The Reverend Purlie Victorious Judson (Leslie Odom, Jr.), the hero of Ossie Davis's 1961 comedy, "Purlie Victorious: A Non-Confederate Romp Through the Cotton Patch"-revived on Broadway at the Music Box Theatre, directed by Kenny Leon-is, above all else, a hustler. You might know somebody like this: He blusters onto the stage of your life, pouring out plans before he's properly introduced himself, energized toward some vista that only he can see. He puts an arm over your shoulder and tries to convince you that you're on your way there together, as partners, but in his mind's eye, you can tell, he's up in the pulpit and you're down in the seats. Half of what he says sounds cockamamie, but something about him-his personal history, perhaps, or a kind of animal endurance in his bearing-persuades you that, somehow, he'll get what he wants.

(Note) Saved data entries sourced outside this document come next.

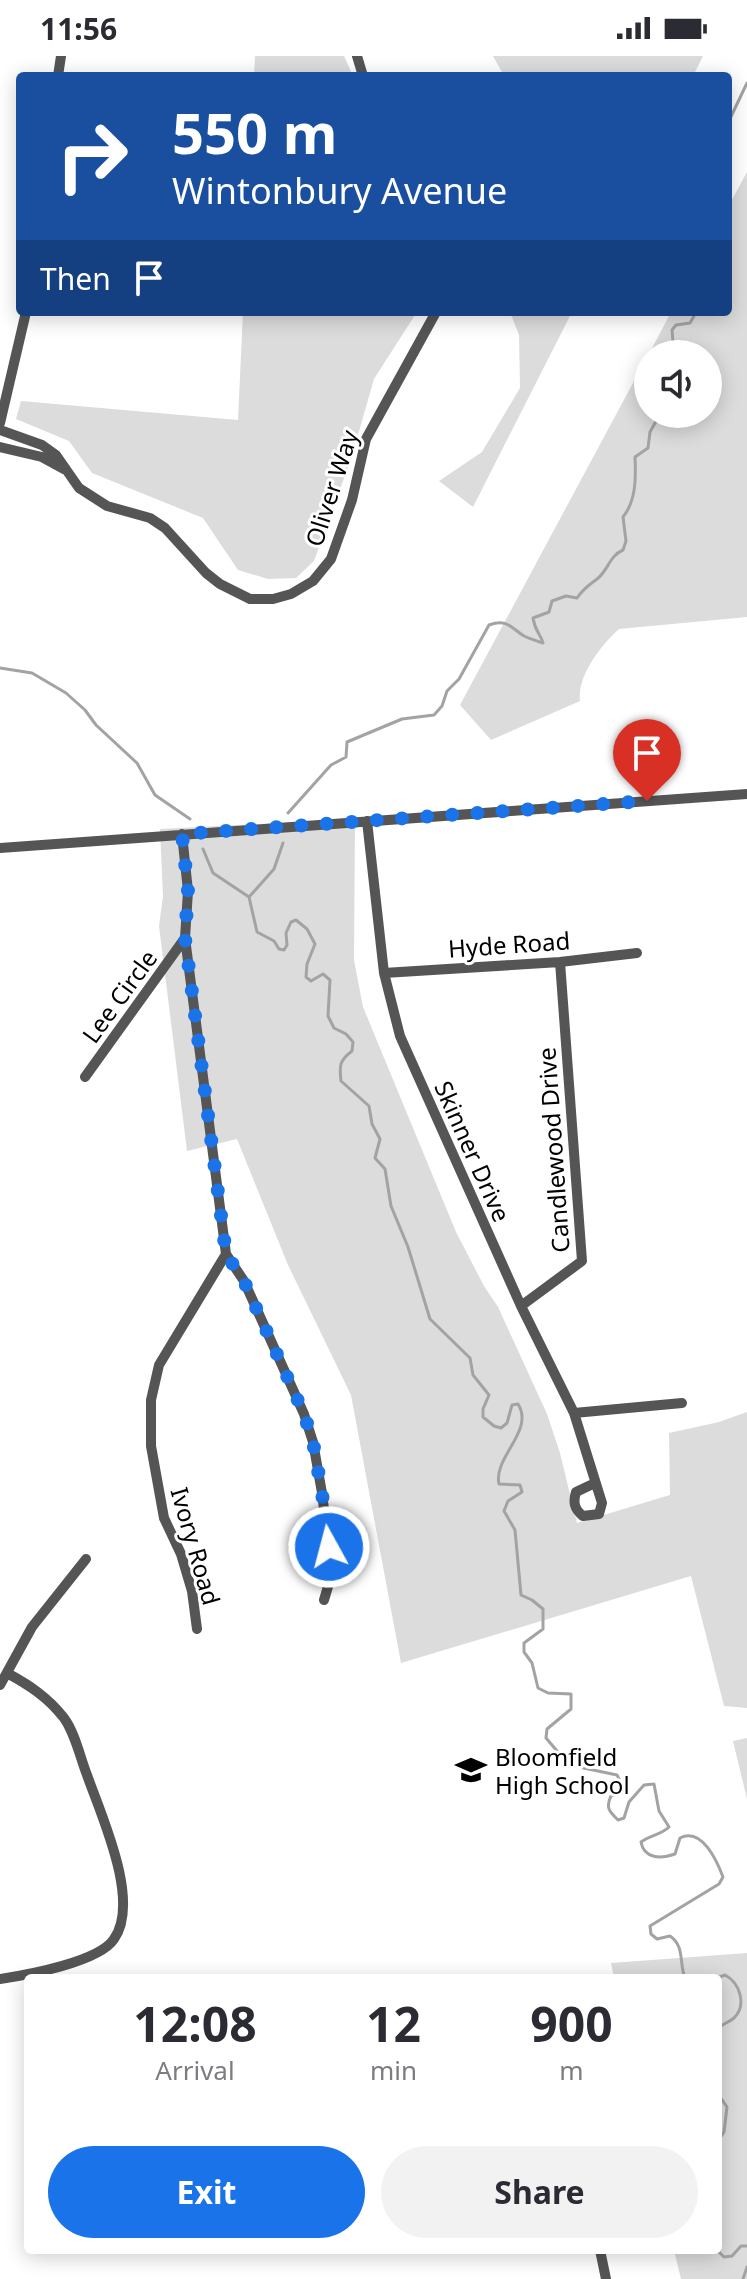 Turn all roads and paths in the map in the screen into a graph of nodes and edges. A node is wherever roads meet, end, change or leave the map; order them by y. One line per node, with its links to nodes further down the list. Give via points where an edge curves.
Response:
1 (25, 316): 3 (street)
2 (434, 316): 6 (street, Oliver Way, via 366,439 331,559 313,581 291,594 250,599 220,584 165,528 150,518 107,506 79,488)
3 (0, 423)
4 (0, 430): 6 (street, Oliver Way, via 42,445)
5 (0, 447): 6 (street, Oliver Way, via 42,457)
6 (66, 470)
7 (747, 794): 8 (street)
8 (367, 821): 9 (street); 14 (street, Skinner Drive)
9 (182, 834): 10 (street); 11 (street, via 188,891)
10 (0, 848)
11 (185, 938): 15 (street, Lee Circle); 16 (street)
12 (637, 953): 13 (street, Hyde Road)
13 (560, 962): 14 (street, Hyde Road); 17 (street, Candlewood Drive, via 582,1261)
14 (384, 973): 17 (street, Skinner Drive, via 400,1036)
15 (85, 1077)
16 (226, 1254): 22 (street, via 244,1281 313,1442 332,1573); 23 (street, Ivory Road, via 159,1365 151,1400 151,1446 164,1518 181,1554)
17 (521, 1306): 19 (street, Skinner Drive)
18 (682, 1403): 19 (street)
19 (574, 1413): 20 (street, Skinner Drive)
20 (595, 1483)
21 (86, 1559): 24 (street, via 32,1627)
22 (324, 1600)
23 (197, 1629)
24 (7, 1673): 25 (street); 26 (street, via 39,1691 65,1720 118,1868 122,1923 113,1942 100,1951)
25 (0, 1685)
26 (0, 1979)
27 (601, 2254): 28 (street)
28 (606, 2279)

In the case of this show, most of what Purlie wants is a fair shake for Black people. He's an itinerant minister who has come back to the postbellum Georgia plantation where he grew up. He wants to rally the people there-who now work as sharecroppers for Ol' Cap'n Cotchipee (the intensely funny Jay O. Sanders) to take back their local church, Big Bethel. He cooks up a scheme that will, with one stroke, get them the deed to the church and free his family from their impossible debts to Ol' Cap'n.
Diese Geschichte stammt aus der October 09, 2023-Ausgabe von The New Yorker.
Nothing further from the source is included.